(Beginning of EXCERPTED RECORDS)
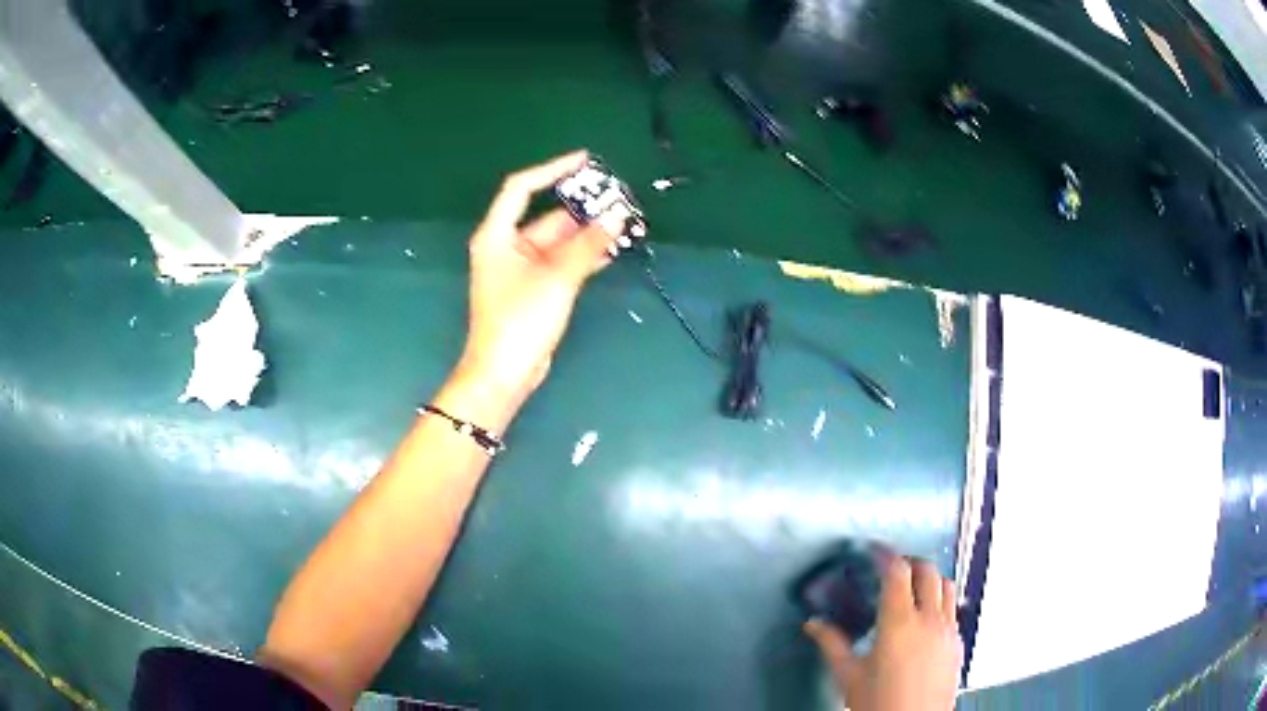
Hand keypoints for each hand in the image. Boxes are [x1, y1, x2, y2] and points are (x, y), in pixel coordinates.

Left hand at [458, 150, 620, 402]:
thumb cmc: (520, 320)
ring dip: (588, 234)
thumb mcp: (557, 278)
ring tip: (624, 223)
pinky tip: (611, 250)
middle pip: (547, 216)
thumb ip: (588, 244)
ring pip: (559, 241)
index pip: (522, 188)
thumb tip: (618, 214)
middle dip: (583, 209)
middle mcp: (507, 246)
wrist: (504, 373)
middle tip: (619, 200)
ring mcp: (521, 269)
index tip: (585, 161)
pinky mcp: (535, 289)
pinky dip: (584, 256)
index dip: (552, 170)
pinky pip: (562, 262)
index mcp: (498, 235)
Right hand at [804, 555, 962, 710]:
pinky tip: (925, 620)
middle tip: (891, 569)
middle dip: (909, 562)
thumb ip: (831, 644)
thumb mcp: (848, 675)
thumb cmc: (878, 703)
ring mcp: (948, 630)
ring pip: (946, 585)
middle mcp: (929, 619)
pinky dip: (940, 602)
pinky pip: (953, 609)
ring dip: (930, 579)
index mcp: (899, 623)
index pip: (898, 572)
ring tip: (912, 589)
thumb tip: (812, 623)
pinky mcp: (958, 643)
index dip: (886, 554)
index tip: (875, 549)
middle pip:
(End of EXCERPTED RECORDS)
EXERCISE BRIEF:
Repeat, with no pictures, every line from the top of the entries above through the line that has "index tip: (585, 161)", keeping each one exact.

REPLY TO THE TASK:
Hand keypoints for each hand in the image. Boxes are [x1, y1, x2, y2] and points are (x, y), in pixel coordinates.

Left hand at [458, 150, 620, 402]:
thumb cmc: (520, 320)
ring dip: (588, 234)
thumb mcp: (557, 278)
ring tip: (624, 223)
pinky tip: (611, 250)
middle pip: (547, 216)
thumb ip: (588, 244)
ring pip: (559, 241)
index pip: (522, 188)
thumb tip: (618, 214)
middle dip: (583, 209)
middle mcp: (507, 246)
wrist: (504, 373)
middle tip: (619, 200)
ring mcp: (521, 269)
index tip: (585, 161)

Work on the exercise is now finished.